3. Adding tests and refactoring the code should be placed in different pull requests. The sequence of actions is to first make sure that the code works as expected, and then check that the refactoring has not broken anything in this behavior. This is not the same thing as writing tests and changing the application's behavior in the same pull request.
4. If you feel a great need to refactor the code while fixing a bug, then you should still follow the third item of this list. First, write tests, then - refactoring, and only after that - fixes. Or, first - tests, then - fixes, after them - tests again, and then, at last, refactoring. And of course, refactoring should go in a separate pull request, and one of these sequences must be followed.
5. Use auto-formatting of the code style. As a rule, all styles are customizable and it is possible to dictate your own ruleset with the configuration file right inside the project for all team participants. This should be done, of course, no sooner than you refactor all parts of the code enough, and such auto-formatting won't change existing files.
6. Before making a pull request with +100000 and -100000 refactoring changes in the code lines, where you correct all the same type of quotes, go around your colleagues and make sure that you won't spoil somebody's life with such an update. Maybe some of them have unfinished current work, and they will need to resolve numerous conflicts after your merge. You will be much easier to resolve these conflicts instead of them.
7. Act gradually. Don't try to correct everything and everywhere at once. Start small and, let's say, make it a habit to take a small step towards standardization of the code along with the morning coffee. It won't take much time and daily small pull requests will do their thing in a couple of weeks.
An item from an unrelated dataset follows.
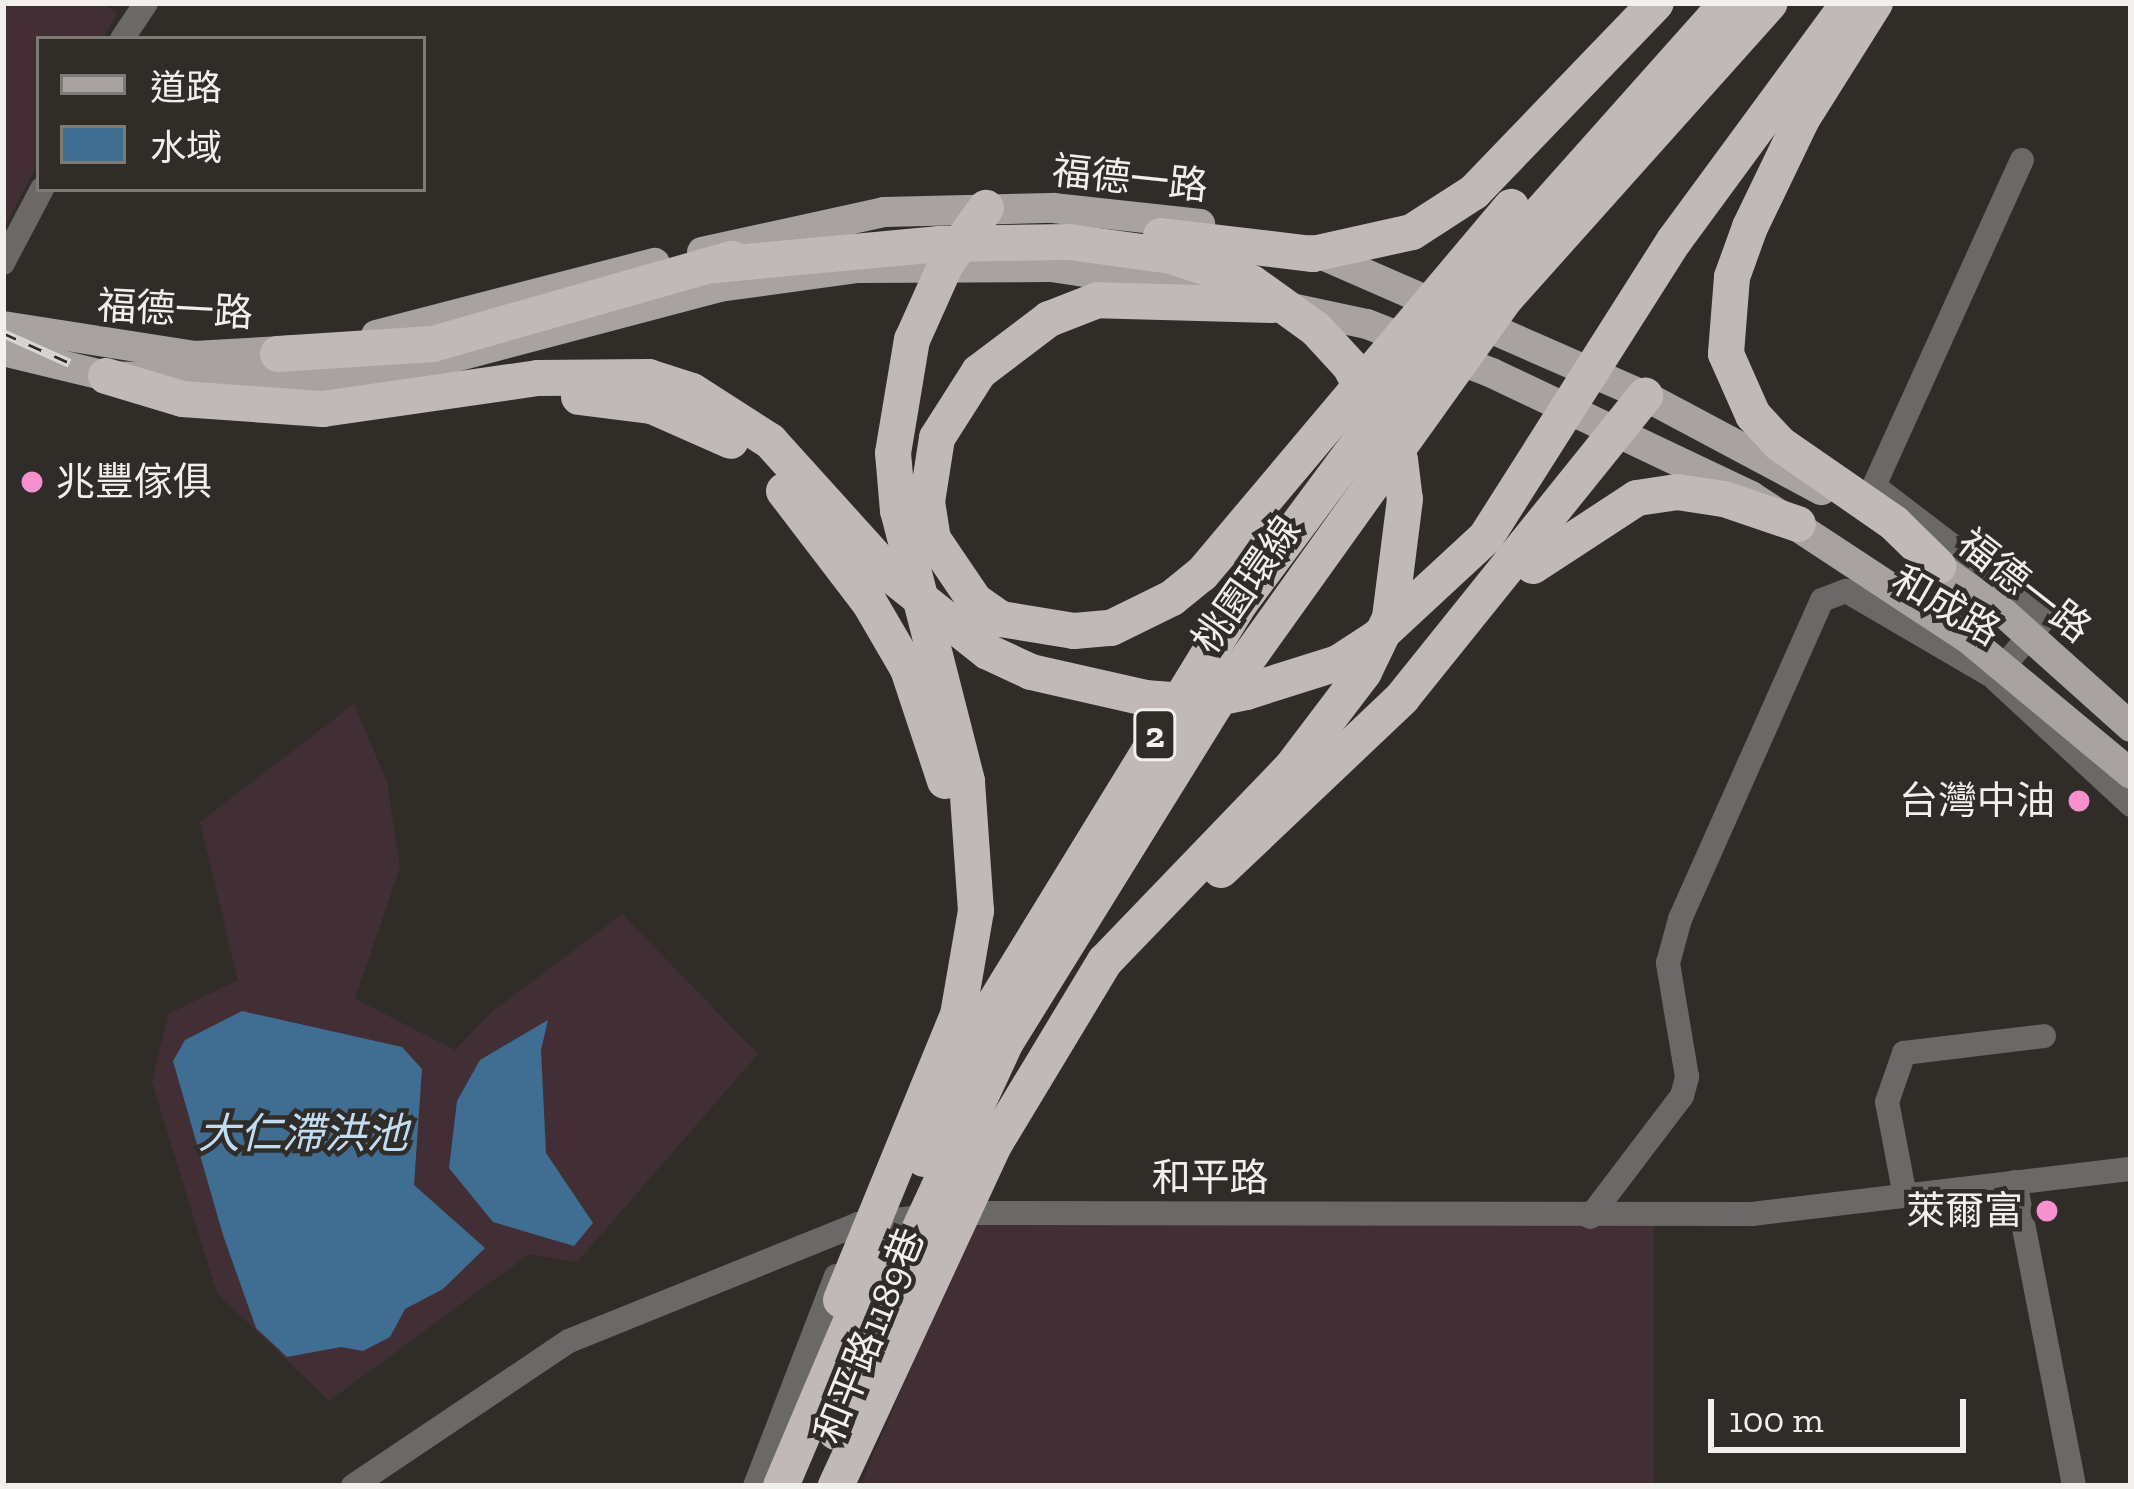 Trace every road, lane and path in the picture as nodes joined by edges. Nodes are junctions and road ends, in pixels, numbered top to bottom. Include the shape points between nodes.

8. Share your intentions with your colleagues and make sure that you are on the same page with them. If they do not want to help you in this standardization process, then at least ask them not to interfere and accept these rules. For example, if you recognize your project in the example above, just send them a link to this article and start making your lives a little better. If you do not agree with some of the statements, feel free to share the counterarguments with us.